Het mooie van dit alles is: je maakt zelf uit hoe lang je over Dishonored wil doen. Onze eerste poging van de ontvoeringsmissie nam een uur in beslag, terwijl de tweede juist een minuutje of vijf duurde. Bewonderenswaardig aan die vrijheid is dat de vele mislukte pogingen niet voor een hoop ellendige frustratie zorgen. Het stimuleert je als speler juist om op zoek te gaan naar die ene ladder of gebruik te maken van die ene kracht. Gamen is in Dishonored niet alleen maar ontspannen, het is ook (her)overwegen hoe je iets tot een goed eind kunt brengen.
Daarbij is het combineren van je krachten een vereiste. In tegenstelling tot BioShock ga je veel tactischer met je aanvallen om. Zo activeerden we vrijwel altijd de röntgenogen van ons personage, lieten we hem de tijd pauzeren en renden we de trap op om de stilstaande tegenstanders geruisloos met twee slaappijlen ter aarde te laten storten. Vervolgens pakten we de beide lichamen op, liepen naar het raam en gooiden ze van metershoog naar beneden. Niemand die iets doorhad. Je kunt het ook wat makkelijker aanpakken en dat is door een zwerm ratten op iemand af te sturen, om vervolgens zelf als rat weg te glippen. Of onze favoriet: iemands geest overnemen, naar beneden springen en vlak voordat je de grond raakt zijn lichaam verlaten, zodat je alle wachters te slim af bent.
Zowel de wapens als de krachten die je gaandeweg verzamelt en opwaardeert, staan op een wiel waarop dertien skills staan. Daar kun je er vier uit kiezen die je aan de d-pad van de controller toe kunt wijzen. De rest is niet zo snel te selecteren, waardoor je soms nog eens in de knoop komt met je krachten. Houd er ook rekening mee dat munitie schaars is in Dunwall, dus er ga zorgvuldig en accuraat mee om. Hetzelfde geldt voor je gezondheid en je manabalk, die je á la BioShock met drankjes weer kunt bijvullen. Er zijn overigens meer vergelijkenissen. Denk aan de Tallboy, de langpotige variant op de Big Daddy: indrukwekkend, stoer, maar extreem lastig te verslaan.

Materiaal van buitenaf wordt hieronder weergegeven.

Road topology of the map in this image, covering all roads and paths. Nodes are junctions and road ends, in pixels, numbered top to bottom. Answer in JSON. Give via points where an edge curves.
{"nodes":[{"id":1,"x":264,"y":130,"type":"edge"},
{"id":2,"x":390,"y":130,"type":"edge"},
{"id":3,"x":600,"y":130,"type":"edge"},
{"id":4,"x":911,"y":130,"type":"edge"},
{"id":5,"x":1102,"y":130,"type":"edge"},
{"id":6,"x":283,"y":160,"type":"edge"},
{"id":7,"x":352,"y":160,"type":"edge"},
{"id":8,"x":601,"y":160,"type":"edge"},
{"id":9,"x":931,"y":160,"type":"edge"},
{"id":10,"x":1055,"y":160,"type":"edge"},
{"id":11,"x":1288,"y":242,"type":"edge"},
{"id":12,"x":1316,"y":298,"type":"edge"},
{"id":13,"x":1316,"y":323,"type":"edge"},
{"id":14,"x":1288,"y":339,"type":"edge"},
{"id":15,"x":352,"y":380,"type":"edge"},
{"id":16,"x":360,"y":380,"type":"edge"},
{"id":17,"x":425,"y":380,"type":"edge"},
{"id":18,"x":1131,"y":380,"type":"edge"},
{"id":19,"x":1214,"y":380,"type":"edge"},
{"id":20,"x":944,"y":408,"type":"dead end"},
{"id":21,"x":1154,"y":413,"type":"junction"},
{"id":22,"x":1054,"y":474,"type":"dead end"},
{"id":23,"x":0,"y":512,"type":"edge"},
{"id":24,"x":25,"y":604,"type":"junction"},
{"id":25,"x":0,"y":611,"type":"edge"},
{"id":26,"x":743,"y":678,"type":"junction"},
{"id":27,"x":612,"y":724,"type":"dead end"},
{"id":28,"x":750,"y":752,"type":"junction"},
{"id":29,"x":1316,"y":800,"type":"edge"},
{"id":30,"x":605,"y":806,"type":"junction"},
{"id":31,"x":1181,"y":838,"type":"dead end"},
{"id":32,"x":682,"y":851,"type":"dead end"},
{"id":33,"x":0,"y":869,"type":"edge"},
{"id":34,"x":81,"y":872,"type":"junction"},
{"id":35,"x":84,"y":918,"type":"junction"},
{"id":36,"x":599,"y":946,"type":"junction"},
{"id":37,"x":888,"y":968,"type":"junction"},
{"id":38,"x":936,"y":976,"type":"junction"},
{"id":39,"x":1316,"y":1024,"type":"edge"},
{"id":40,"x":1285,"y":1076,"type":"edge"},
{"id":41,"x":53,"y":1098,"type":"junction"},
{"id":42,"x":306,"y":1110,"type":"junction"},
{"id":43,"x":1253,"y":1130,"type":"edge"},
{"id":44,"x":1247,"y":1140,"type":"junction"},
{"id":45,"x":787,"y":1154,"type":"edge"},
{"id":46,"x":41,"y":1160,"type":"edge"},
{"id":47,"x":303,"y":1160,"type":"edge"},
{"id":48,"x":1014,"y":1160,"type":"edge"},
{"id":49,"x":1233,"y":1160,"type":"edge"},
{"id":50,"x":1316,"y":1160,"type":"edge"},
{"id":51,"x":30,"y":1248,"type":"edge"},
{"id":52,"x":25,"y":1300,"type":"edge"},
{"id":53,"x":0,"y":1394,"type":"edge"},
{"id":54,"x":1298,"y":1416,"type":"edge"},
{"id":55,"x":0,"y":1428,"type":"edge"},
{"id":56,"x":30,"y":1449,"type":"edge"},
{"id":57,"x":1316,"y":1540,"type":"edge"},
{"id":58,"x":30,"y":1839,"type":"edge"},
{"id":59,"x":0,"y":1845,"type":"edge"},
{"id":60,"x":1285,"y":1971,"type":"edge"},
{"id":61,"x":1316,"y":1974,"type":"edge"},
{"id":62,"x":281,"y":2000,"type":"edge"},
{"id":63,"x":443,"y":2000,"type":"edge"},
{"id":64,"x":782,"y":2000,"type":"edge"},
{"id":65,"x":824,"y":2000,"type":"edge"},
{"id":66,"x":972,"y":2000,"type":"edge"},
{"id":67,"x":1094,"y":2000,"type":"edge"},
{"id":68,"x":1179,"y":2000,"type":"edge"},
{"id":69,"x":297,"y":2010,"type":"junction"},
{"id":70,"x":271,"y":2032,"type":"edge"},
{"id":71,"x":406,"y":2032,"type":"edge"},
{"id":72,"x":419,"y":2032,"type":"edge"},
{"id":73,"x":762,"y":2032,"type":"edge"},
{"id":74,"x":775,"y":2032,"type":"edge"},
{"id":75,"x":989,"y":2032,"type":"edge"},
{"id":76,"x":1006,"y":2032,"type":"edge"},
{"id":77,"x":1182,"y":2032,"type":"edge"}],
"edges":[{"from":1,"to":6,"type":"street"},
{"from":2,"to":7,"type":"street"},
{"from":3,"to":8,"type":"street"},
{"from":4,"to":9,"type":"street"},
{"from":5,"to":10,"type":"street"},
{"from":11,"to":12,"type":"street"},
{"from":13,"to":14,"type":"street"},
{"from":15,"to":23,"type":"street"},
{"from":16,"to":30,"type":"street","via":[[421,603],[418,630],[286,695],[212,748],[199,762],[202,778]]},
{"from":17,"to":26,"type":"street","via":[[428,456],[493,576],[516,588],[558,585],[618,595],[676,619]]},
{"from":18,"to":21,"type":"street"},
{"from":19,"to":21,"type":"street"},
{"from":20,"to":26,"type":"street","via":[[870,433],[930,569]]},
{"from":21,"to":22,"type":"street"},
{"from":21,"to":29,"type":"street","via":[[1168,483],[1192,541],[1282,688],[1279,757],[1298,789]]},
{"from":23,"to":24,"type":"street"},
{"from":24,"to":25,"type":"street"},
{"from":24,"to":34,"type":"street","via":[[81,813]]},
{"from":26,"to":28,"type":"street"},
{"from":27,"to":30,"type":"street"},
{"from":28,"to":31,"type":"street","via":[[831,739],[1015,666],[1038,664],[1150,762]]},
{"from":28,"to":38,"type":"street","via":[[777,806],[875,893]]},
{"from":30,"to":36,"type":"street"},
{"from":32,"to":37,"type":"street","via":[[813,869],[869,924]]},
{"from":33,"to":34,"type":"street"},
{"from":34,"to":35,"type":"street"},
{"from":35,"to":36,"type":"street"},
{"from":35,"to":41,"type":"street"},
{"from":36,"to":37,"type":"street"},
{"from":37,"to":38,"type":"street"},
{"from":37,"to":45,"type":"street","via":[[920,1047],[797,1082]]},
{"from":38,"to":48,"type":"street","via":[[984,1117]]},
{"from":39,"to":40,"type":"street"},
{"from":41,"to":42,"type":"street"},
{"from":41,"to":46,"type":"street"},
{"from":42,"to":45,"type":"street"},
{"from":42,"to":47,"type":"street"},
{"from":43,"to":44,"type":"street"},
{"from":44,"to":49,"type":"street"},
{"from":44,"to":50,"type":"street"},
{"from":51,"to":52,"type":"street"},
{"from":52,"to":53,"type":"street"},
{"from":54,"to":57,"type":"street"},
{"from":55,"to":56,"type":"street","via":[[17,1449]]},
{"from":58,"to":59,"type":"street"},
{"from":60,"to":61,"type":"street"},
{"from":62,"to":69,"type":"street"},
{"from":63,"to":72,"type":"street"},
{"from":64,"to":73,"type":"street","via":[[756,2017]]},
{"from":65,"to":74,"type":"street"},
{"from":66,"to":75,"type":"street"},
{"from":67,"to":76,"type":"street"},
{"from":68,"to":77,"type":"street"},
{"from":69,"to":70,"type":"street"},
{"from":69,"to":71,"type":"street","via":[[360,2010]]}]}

Een heerlijke kennismaking
Wachten loont. Onze eerste speelsessie met Dishonored smaakte naar meer. Dunwall is voor de creatieve geest een prachtig ontworpen speeltuin waarbij je zowel offensief als defensief je missies kunt voltooien. Toegegeven, het is behoorlijk wennen om het uiterste uit de game te halen. Maar geloof ons: wanneer je eenmaal de toffe krachten en wapens onder de knie hebt, wil je de havenstad nooit meer verlaten.